On assiste depuis plusieurs années à l'explosion de ce qu'il faut bien appeler de l'antisémitisme dans les media du monde arabe et musulman. Ce phénomène largement ignoré en Occident demande à être reconnu et expliqué. Or les méandres de la culpabilité occidentale tant à l'égard des juifs que des Arabes rendent cette reconnaissance aussi difficile que gênante. C'est le premier enjeu du livre de Philippe Simonnot : nous amener à ouvrir les yeux et à considérer en face un phénomène qui ne se réduit pas, loin s'en faut, à une réaction passionnelle au conflit israélo-palestinien.
Comment le comprendre ? Seul le long terme permet d'en rendre compte. Philippe Simonnot se livre à une passionnante investigation, remontant jusqu'aux origines de l'islam où il a découvert des énoncés parfois censurés aujourd'hui.

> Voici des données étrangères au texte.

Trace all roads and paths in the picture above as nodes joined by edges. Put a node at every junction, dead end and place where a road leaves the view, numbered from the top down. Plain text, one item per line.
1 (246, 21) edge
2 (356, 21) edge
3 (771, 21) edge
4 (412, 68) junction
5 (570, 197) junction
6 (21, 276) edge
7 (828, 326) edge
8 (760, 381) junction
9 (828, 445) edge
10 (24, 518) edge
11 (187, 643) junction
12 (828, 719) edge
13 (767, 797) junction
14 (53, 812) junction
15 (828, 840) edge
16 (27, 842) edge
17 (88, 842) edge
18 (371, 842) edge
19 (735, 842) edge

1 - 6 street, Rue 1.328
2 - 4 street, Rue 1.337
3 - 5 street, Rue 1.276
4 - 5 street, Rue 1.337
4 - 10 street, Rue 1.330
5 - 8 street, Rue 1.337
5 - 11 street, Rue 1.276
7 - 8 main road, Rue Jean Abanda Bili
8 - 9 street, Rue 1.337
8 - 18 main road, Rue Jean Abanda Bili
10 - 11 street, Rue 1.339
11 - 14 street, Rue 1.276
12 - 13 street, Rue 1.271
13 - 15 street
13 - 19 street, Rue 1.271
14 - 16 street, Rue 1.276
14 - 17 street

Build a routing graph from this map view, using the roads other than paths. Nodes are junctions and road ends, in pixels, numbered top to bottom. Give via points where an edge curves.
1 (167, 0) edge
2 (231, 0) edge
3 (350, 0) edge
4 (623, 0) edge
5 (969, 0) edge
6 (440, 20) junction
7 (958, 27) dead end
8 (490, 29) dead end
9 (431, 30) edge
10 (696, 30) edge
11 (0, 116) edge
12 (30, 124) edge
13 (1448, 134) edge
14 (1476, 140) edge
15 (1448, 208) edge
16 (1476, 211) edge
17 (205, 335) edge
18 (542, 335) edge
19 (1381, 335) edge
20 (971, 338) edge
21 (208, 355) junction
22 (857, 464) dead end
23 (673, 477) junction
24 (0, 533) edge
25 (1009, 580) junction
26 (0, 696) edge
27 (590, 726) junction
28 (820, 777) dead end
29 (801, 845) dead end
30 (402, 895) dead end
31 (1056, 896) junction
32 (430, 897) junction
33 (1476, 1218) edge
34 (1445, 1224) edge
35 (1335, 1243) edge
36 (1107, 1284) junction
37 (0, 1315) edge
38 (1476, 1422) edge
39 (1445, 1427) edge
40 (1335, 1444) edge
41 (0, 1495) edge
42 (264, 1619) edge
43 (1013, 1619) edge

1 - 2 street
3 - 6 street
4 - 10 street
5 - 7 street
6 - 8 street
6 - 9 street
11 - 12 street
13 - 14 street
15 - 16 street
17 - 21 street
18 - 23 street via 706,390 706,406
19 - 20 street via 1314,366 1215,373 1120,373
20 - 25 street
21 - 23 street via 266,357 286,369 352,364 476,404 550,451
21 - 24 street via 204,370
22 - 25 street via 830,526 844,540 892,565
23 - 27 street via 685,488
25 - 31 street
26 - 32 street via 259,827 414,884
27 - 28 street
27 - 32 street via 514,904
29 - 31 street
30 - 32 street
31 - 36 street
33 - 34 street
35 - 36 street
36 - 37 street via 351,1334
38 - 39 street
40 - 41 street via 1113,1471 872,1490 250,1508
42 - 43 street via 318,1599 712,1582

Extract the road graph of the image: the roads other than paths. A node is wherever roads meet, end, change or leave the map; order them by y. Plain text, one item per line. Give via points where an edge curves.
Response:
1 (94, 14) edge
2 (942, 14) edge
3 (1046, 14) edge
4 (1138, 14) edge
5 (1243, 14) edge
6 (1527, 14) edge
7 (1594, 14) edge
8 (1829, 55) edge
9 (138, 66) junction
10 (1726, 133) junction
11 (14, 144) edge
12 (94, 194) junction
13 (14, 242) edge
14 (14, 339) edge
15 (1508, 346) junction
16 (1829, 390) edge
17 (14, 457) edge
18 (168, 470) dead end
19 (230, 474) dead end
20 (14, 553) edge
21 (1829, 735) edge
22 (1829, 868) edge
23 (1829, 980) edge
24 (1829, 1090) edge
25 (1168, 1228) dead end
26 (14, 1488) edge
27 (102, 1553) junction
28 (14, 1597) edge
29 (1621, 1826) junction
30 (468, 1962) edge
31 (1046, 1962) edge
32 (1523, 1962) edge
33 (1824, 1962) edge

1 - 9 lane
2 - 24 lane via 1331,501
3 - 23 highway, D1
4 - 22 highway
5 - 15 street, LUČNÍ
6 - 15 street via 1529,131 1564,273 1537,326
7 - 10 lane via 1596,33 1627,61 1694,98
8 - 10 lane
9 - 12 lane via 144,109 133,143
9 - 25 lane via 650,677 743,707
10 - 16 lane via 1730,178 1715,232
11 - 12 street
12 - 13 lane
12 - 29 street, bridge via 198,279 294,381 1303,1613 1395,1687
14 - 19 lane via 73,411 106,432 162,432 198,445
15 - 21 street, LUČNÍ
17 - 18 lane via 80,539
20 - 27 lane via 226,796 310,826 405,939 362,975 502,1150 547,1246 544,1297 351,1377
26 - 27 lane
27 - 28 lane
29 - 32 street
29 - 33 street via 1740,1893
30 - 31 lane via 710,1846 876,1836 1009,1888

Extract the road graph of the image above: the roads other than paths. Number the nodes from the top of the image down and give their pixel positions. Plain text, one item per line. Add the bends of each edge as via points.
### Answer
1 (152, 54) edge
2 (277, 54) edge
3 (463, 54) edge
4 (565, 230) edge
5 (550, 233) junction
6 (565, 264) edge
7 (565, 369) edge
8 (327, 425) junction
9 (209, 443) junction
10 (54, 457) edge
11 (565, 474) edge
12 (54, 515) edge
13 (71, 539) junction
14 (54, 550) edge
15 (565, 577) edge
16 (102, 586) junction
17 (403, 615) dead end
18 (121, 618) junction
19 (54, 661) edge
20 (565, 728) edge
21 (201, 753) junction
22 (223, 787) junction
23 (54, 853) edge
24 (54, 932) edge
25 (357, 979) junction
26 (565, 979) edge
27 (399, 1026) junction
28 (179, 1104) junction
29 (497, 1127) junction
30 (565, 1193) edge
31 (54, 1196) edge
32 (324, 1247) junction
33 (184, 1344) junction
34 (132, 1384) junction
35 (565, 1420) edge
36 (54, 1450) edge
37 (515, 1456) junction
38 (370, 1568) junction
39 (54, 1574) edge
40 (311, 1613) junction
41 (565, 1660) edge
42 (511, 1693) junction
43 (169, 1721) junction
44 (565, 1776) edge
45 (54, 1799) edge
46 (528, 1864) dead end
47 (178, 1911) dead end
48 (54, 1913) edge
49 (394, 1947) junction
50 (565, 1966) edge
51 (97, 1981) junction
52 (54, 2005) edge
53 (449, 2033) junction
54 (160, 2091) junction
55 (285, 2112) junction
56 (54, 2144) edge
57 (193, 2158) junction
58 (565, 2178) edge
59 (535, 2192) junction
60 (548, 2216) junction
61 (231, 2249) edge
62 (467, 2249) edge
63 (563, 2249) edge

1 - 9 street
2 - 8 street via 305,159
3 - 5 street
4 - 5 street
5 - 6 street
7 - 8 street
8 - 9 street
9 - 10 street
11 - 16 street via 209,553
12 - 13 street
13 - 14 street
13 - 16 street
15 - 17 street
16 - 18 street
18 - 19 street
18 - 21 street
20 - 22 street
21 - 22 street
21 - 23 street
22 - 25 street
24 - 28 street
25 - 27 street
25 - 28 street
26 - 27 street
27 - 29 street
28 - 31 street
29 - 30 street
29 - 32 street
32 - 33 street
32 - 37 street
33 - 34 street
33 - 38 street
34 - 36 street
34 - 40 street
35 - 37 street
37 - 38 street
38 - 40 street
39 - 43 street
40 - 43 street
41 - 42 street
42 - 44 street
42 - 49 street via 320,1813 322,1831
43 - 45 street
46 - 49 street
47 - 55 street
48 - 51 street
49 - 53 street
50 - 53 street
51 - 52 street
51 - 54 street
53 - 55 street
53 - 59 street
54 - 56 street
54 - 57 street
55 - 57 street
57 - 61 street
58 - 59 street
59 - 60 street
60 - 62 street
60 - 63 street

Une très ancienne culture mêlant dette, culpabilité et mépris se donne à lire dans le Coran et les vies du Prophète, avant de trouver une traduction, mais aussi une forme d'équilibre, dans le statut de dhimmi qui fut celui des juifs en terre d'islam.
L'expansion européenne du xxe siècle remet en question cet équilibre : à la faveur des bouleversements sociaux liés au colonialisme, puis aux chocs géopolitiques du xxe siècle, l'ancien mépris prend peu à peu la forme moderne de l'antisémitisme. Le sionisme, puis la création de l'État d'Israël avivent encore un sentiment qui tourne à la haine et cimente des sociétés en mal de repères.
Cette histoire complexe éclaire d'une lumière nouvelle une passion qui ressemble à certaines haines familiales, avec des cadavres dans les placards. Car cette enquête sans concession ni parti-pris n'épargne personne : elle met au jour les origines proprement islamiques de cette haine, mais aussi les responsabilités des Occidentaux et des Israéliens dans son développement.